The study addresses a classification into ‘good’ and ‘bad’ as expression of overall internal quality instead of explicitly distinguishing between different defect types as result of specific defect mechanisms. Defect types in FFF are numerous and can be attributed to both material properties and unsuitable printing process parameters [
70]. Since this study’s approach involves using OCT scans as source data for defect detection, the main focus in the future will primarily remain on identifying internal defects, in particular delamination, cracks, gaps, and voids. The term ‘gaps’ in this regard refers not only to gaps in the material, but also to other types of defects such as under-extrusion and cavities, which can be grouped into a single category, as they are expected to have a similar appearance in OCT scans, since they involve local missing material. A more precise differentiation of the causes of delamination, cracks, gaps, and voids is not expected to be reliably possible due to the limited resolution of OCT. In any case, molecular defects are not expected to be detectable due to this resolution limit.

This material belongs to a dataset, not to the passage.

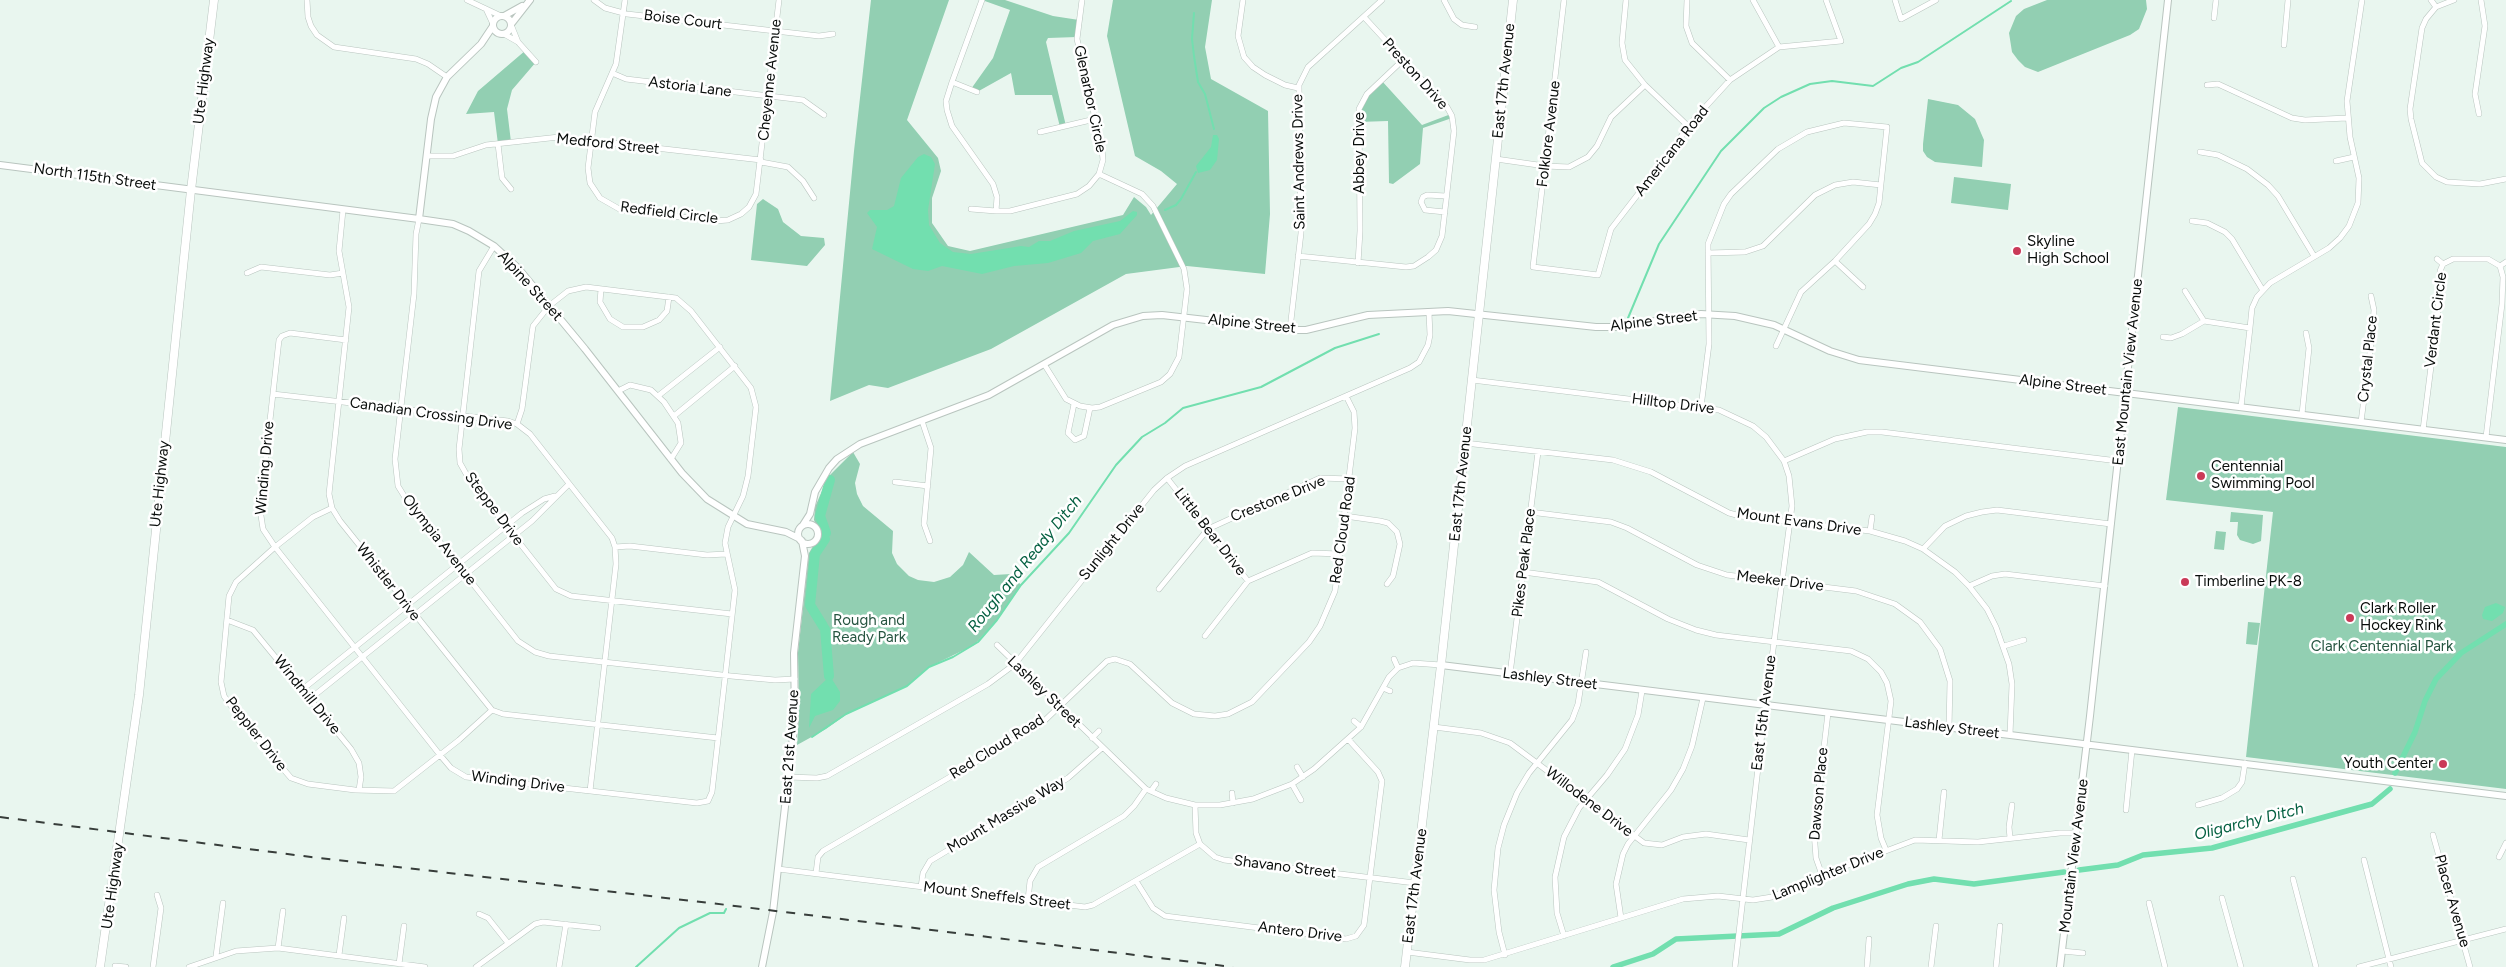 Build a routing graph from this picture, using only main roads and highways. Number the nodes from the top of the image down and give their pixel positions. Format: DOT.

Model training involves stochastic processes that may affect performance. Experiments in this study were conducted using a single training run per configuration. Performance variability is therefore not explicitly quantified and constitutes a limitation of this study, as performance variance across multiple runs is not explicitly quantified. The reported results are sufficient to support the comparative and methodological conclusions of this work.
6. Conclusions
CNNs based on ResNet-V2 are used for the classification of tomographic cross-sections. A dataset of 8135 OCT images passes a semi-automatic labeling, preprocessing, model training and evaluation. A sliding window indentifies outlier regions in the tomographic cross-sections, while masks suppress peripheral noise, enabling label generation based on outlier ratios. Data are split using block-based partitioning to limit leakage.
It is confirmed that a combination of width multiplication factor N = 2 and number of bottleneck modules K = 2 exhibited superior performance across various metrics, particularly in recall (‘bad’) and precision (‘good’), which is of particular importance in the detection of defective printed parts. In addition, other hyperparameters including dropout and learning rate are compared and tested, eventually determining that a dropout of 0.5 or 0.8, depending on the evaluation metrics emphasized, and an initial learning rate of 0.001, is effective for achieving optimum generalization ability and classification accuracy of the model. The optimized model delivers results based on test data with an accuracy of 0.9446, a recall (‘bad’) of 0.9227, and a precision (‘good’) of 0.9175. The effectiveness of the ResNet-V2 model is verified by conducting comparative experiments with alternative state-of-the-art CNN models, including EfficientNet-B0 and VGG16, demonstrating that the custom ResNet-V2 model outperforms the other models in terms of classification accuracy.
In future research and applications, the types of materials and the total number of image sets are to be extended to grant the model better generalization ability and robustness, and different classes of defects shall be considered.